I know that we've been a little out of touch lately, but WHO ARE YOU, and what have you done with Josh?

- Joe

I too am wondering why I'm sucking it at the whole blogging thing since I moved back to Illinois. Here are my thoughts: I really don't have much to say. Believe it or not, there is little to nothing going on right now.
Okay, that's a bullshit excuse. Having zilch to write about has never stopped me before, but I just haven't had the drive to sit down and hammer out anything (other than KfS NFL picks) lately.

I think the real problem is the stupid fucking smoking ban.
No not that one. The one in my apartment.

My old routine was to sit down in front of the computer with a bourbon on the rocks and a cigarette and bang out nonsense 'til my hearts content. When we moved into the new place, I let The Girl talk me into going "smoke free" so that everything in our house wouldn't reek of stale tobacco smoke. I can't drink bourbon without a smoke, and I can't write without the whiskey. That was my routine. Now it's been dismantled. That's probably why I never wrote anything while I was staying at the parents' place either. Without a smoke and a rye on the rocks, blogging just seems kinda pointless. I just don't have the motivation to sit down and write anything.
That's it, but at least our drapes smell nice.

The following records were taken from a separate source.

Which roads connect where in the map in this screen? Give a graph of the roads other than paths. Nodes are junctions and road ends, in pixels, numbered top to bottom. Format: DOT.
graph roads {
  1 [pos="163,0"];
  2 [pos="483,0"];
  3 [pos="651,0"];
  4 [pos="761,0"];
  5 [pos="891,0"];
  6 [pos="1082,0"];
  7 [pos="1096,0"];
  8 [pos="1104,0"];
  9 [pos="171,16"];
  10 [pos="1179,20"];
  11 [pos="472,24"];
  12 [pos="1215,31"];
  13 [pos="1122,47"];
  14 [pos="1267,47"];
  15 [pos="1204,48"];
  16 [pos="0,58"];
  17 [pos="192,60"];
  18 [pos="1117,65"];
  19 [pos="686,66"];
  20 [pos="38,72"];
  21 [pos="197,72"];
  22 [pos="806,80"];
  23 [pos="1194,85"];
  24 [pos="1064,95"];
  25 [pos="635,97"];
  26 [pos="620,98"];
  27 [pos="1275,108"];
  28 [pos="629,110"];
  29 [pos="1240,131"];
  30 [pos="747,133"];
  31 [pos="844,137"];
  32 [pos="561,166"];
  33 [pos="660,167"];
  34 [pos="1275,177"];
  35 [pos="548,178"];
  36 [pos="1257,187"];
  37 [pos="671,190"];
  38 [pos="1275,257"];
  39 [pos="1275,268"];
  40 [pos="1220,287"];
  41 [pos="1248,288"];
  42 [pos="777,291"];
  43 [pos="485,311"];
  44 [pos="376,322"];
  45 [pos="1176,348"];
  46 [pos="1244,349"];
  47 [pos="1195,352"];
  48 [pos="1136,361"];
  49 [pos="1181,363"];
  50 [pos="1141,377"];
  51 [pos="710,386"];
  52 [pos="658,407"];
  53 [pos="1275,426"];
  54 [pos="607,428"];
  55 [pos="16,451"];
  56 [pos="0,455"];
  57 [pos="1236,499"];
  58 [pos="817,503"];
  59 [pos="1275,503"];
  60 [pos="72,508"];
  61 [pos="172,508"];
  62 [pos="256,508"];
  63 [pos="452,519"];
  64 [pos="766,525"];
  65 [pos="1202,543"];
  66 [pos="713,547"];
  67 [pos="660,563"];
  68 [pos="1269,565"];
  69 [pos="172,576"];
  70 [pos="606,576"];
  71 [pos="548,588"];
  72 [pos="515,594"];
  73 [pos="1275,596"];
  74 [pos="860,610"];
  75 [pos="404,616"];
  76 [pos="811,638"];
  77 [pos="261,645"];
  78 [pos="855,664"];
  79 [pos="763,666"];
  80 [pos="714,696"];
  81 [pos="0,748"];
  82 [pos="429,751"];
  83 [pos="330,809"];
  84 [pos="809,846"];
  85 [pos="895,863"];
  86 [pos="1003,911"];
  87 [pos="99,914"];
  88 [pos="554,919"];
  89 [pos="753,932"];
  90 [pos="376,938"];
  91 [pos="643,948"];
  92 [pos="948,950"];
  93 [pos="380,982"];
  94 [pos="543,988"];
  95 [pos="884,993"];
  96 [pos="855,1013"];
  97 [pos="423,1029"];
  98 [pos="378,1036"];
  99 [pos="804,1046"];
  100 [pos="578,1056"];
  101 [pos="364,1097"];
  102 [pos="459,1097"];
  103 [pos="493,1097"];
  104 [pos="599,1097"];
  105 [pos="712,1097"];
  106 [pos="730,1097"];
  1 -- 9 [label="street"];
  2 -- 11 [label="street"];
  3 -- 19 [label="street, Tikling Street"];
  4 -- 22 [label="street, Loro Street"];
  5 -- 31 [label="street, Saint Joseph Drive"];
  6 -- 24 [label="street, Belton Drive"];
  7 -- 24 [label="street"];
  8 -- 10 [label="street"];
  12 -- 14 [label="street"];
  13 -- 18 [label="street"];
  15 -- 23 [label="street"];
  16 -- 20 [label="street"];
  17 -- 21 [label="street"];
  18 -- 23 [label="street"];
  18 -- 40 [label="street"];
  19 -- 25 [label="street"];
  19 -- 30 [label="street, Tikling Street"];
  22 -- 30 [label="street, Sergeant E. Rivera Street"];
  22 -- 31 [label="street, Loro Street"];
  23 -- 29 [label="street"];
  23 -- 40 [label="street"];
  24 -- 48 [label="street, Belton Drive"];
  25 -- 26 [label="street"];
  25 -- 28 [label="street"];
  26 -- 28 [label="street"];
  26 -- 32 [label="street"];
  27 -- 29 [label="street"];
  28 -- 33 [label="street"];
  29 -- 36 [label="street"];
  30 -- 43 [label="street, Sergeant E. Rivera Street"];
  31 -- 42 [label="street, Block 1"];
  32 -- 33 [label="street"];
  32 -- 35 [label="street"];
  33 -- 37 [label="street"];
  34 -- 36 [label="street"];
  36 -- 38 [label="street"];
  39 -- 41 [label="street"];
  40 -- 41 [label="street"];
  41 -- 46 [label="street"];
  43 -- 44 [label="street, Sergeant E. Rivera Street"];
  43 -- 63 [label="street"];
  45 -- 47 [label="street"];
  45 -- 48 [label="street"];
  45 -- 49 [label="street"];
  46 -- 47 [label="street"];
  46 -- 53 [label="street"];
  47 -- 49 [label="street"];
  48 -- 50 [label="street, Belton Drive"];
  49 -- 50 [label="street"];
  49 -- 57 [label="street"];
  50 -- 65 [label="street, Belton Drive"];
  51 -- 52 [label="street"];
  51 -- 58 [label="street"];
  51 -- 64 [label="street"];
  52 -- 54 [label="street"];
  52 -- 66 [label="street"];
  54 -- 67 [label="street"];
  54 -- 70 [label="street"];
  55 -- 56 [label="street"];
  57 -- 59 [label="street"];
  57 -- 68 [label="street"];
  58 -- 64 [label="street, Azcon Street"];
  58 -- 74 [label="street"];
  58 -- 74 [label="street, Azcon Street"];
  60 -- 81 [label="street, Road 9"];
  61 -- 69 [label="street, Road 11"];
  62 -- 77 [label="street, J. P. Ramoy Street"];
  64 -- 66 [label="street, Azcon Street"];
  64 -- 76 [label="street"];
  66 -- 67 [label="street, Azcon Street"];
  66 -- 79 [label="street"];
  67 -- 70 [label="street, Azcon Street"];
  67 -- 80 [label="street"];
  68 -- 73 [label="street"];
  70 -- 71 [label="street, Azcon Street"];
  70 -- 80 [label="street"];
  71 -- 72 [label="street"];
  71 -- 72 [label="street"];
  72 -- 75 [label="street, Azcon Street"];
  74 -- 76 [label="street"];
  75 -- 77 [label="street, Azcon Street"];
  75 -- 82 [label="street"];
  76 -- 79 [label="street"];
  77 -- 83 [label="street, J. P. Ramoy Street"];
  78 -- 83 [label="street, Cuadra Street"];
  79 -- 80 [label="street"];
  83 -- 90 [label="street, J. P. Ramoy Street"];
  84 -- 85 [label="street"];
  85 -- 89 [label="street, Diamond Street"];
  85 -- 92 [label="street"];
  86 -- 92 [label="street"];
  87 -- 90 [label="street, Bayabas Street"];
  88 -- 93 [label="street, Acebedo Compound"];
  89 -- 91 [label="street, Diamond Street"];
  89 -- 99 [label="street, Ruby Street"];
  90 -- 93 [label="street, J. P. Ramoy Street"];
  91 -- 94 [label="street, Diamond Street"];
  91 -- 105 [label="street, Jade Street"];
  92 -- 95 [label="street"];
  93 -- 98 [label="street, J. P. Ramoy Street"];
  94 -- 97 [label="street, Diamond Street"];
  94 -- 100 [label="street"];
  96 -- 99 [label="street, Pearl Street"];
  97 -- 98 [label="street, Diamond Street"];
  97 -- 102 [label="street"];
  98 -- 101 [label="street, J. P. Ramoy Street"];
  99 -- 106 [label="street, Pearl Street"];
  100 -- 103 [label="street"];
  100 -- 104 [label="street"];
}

Now if you'll excuse me, I'm going out to the patio to have a smoke before the thunderstorm I hear in the distance hits.


bigsoda said...

I think you've gone soft. I think you have a backlog of happy fun time fuzzy bunny snuggle post, but your former self maintains just enough of a grip on you to prevent you from pushing "Publish Your Post."

Alright, bye week this week, but we should down some Bookers for the game against the Detroit Fuzzy Bunnies.

DC Liar said...

I'm totally up for that.

The Old Dog said...

Here's a business idea for you: A smoking, drinking friendly internet private club, right there in one of the Hipsterville neighborhoods of Chicago.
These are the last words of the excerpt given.